S.232 Update, SEC & Attorneys, RC list changes

S.232 Update
Senator Feinstein and Senator Grassley have finally published text for and issued a joint press release on the long-shot S.232 – A bill to terminate the EB-5 Visa Program. The statement from Senator Grassley clarifies what this piece of legislation is really about: “For years, I’ve worked with bipartisan colleagues in good faith to reform it. Unfortunately, despite its many flaws, EB-5 proponents are apparently content with the status quo, and that’s unacceptable. I was hoping that it would not come to this point, but absent serious efforts to bring about reforms, we need to take the necessary steps to wind down the program and completely mitigate fraud, abuse and threats to our security.” S.232 expresses frustration at the progress of EB-5 legislation and makes a hardball negotiating statement: “if you don’t respond to my concerns, here’s what could happen.” The proposal to eliminate EB-5 entirely must be too drastic to gain much support or pass into law, but we should still take the frustration seriously. I can understand why EB-5 industry advocates in Washington DC would settle on a “protect the status quo” platform, that being the path of least resistance to industry consensus, but we cannot afford a reputation for being unserious about reform. We should address each of the concerns that Feinstein and Grassley raise in their press release. We can clarify points that are factually wrong (EB-5 is not green card sale and does not avoid waiting lines, as Feinstein assumes), respond constructively to valid concerns (for example support effective protections in response to past instances of fraud, address questions raised by GAO and Commerce studies on job counts), and have the leadership to offer some considered concessions on the fundamentally divisive issues (such how the targeted employment area incentive should be used, what investment amounts should be). We must not leave oxygen for S.232, or give it excuse to become anything more than a negotiating threat.

SEC Issues for Attorneys
IIUSA has reposted 10 Observations from Reviewing Evidence in an SEC Civil Enforcement Action, an article with good advice for attorneys based on the author’s review of documentary evidence in a civil enforcement action brought by the SEC against an attorney for taking commissions as an unregistered broker-dealer.

RC List Changes
Additions to the USCIS Regional Center List, 12/06/2016 to 02/04/2017

  • Health and Welfare EB-5 Regional Center, LLC (New Jersey, Pennsylvania)

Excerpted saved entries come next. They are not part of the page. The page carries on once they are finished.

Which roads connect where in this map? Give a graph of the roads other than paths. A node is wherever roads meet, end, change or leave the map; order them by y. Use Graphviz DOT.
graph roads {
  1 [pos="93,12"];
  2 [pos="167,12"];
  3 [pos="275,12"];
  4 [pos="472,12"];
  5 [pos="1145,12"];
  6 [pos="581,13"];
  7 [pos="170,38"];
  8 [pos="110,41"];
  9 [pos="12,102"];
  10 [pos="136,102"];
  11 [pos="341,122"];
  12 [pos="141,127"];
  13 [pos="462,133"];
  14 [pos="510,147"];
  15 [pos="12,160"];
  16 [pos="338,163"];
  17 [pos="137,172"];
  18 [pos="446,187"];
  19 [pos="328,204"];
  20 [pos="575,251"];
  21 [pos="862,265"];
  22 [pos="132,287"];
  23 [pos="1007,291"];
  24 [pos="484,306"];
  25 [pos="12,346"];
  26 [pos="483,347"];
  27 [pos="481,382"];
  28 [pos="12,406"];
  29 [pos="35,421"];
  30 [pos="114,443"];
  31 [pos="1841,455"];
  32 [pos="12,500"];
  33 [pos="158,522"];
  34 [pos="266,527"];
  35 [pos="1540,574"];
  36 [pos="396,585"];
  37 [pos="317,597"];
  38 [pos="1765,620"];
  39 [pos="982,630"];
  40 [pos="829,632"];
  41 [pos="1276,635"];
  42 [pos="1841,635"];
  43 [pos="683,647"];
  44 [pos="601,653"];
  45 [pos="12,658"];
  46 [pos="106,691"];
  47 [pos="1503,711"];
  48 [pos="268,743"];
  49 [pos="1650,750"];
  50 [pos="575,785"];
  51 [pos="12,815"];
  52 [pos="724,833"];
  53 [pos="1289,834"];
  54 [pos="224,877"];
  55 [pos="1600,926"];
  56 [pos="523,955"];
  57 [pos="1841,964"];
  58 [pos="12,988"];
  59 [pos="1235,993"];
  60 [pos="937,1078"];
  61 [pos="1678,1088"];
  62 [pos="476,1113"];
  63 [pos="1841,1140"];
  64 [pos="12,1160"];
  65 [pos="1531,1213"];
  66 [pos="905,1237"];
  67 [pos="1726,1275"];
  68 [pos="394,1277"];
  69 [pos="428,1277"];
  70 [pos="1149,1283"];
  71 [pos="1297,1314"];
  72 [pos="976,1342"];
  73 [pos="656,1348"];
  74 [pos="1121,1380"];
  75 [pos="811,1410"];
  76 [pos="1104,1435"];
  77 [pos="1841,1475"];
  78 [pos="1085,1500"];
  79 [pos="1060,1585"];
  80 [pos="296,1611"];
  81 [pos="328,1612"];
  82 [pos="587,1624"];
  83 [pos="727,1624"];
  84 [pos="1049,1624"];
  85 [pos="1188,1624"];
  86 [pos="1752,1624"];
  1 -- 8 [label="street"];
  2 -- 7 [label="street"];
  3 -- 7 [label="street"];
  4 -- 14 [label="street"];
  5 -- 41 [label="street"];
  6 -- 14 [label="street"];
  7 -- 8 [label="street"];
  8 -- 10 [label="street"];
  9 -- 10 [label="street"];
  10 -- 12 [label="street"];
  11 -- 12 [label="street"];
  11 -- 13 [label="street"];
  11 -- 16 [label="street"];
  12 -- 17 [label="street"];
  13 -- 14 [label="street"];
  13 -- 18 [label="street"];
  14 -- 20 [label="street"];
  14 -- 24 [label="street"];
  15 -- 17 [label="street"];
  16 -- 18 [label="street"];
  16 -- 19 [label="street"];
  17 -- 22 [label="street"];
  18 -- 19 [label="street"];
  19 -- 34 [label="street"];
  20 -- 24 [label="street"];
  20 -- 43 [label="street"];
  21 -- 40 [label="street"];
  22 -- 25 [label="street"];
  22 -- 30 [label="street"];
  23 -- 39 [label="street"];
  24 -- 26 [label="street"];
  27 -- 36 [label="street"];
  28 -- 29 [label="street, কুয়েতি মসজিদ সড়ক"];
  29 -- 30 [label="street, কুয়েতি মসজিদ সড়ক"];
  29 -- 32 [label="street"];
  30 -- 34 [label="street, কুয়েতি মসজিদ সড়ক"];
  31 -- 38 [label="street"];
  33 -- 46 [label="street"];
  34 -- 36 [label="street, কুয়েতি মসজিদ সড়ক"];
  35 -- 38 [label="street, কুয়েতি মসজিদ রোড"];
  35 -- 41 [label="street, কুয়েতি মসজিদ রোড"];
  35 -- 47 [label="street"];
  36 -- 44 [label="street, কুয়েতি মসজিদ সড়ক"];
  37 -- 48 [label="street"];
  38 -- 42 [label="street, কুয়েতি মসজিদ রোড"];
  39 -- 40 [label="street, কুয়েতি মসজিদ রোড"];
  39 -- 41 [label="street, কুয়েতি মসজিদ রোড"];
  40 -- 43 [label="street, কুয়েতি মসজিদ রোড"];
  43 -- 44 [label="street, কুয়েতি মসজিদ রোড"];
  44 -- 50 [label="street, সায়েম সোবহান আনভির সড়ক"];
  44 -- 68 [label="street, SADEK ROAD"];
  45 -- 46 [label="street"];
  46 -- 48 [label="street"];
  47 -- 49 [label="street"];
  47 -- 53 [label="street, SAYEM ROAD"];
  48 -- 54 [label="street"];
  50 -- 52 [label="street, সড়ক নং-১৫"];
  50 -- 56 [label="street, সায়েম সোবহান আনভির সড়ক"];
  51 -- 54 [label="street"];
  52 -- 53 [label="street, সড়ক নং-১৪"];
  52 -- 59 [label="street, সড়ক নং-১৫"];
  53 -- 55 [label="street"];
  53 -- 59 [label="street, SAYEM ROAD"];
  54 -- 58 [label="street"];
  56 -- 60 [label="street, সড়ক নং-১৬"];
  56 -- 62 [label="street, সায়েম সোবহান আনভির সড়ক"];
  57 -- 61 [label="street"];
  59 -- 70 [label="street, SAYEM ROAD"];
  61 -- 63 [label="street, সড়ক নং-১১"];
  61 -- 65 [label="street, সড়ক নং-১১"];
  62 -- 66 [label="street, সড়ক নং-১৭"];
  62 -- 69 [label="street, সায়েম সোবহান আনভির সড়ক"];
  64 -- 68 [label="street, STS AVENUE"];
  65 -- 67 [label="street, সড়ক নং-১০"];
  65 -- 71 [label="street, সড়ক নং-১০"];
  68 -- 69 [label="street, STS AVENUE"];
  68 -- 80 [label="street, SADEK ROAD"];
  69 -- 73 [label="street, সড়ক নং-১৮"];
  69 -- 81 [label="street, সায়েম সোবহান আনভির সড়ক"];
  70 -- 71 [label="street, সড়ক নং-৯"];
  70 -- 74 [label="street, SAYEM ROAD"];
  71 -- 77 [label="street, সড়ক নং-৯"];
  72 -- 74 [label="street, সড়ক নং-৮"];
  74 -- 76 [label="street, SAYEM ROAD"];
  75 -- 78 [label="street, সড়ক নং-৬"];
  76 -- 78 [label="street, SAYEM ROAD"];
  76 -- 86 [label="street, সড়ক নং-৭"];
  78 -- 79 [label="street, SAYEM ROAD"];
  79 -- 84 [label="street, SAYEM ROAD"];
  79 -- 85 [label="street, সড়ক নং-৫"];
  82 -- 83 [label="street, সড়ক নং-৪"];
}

Additions to the list of Terminated Regional Centers:

  • Medical Investment in Texas Regional Center (Texas) Terminated 1/23/2017
  • Pacific Proton Therapy Regional Center, LLC (California) Terminated 1/26/2017

About Suzanne (www.lucidtext.com)
Suzanne Lazicki is a business plan writer, EB-5 expert, and founder of Lucid Professional Writing.

4 Responses to S.232 Update, SEC & Attorneys, RC list changes

  1. Karan says:

    Hi Suzanne – I’ve been an avid reader of your blog ever since I started my EB-5 journey. I successfully applied and landed in the US mid last year and settled in a new job. I keep reading of several impending changes to the EB-5 program, and what worries me is that status of folks waiting to apply for I829 if the Trump administration chooses to pull the carpet and terminates the EB-5 program. I understand you are not an attorney, but I believe your knowledge in this domain qualifies you to be an expert. What is your take on this?

      • Hi Suzanne:

        Longtime fan of your blog and an immigration attorney. It’s an interesting question because the draft bill would terminate the I-829 provisions of the Act (INA 216A). USCIS has previously stated in guidance that if the RC program lapses, then regional center CPRs would still be able to file I-829s. But completely repealing INA 216A is uncharted territory.

        Interestingly that’s the part of the statute which discusses conditional residence. One argument you could make would be that CPRs are now full LPRs given that 1) they haven’t been removed; 2) there is no part of the statute that defines them as conditional residents. On the other hand, the senators “missed” a conforming amendment in INA 237 that allows for deportation of conditional residents who failed to remove conditions. If passed, that section would still reference 216A. People would therefore be subject to deportation based on a law that no longer exists? I’d definitely take that case and file suit in federal court.

        Clearly they haven’t thought this through.

        All this being said, I am in 100% agreement with your advice “We must not leave oxygen for S.232, or give it excuse to become anything more than a negotiating threat.”

      • Very helpful comment, thank you!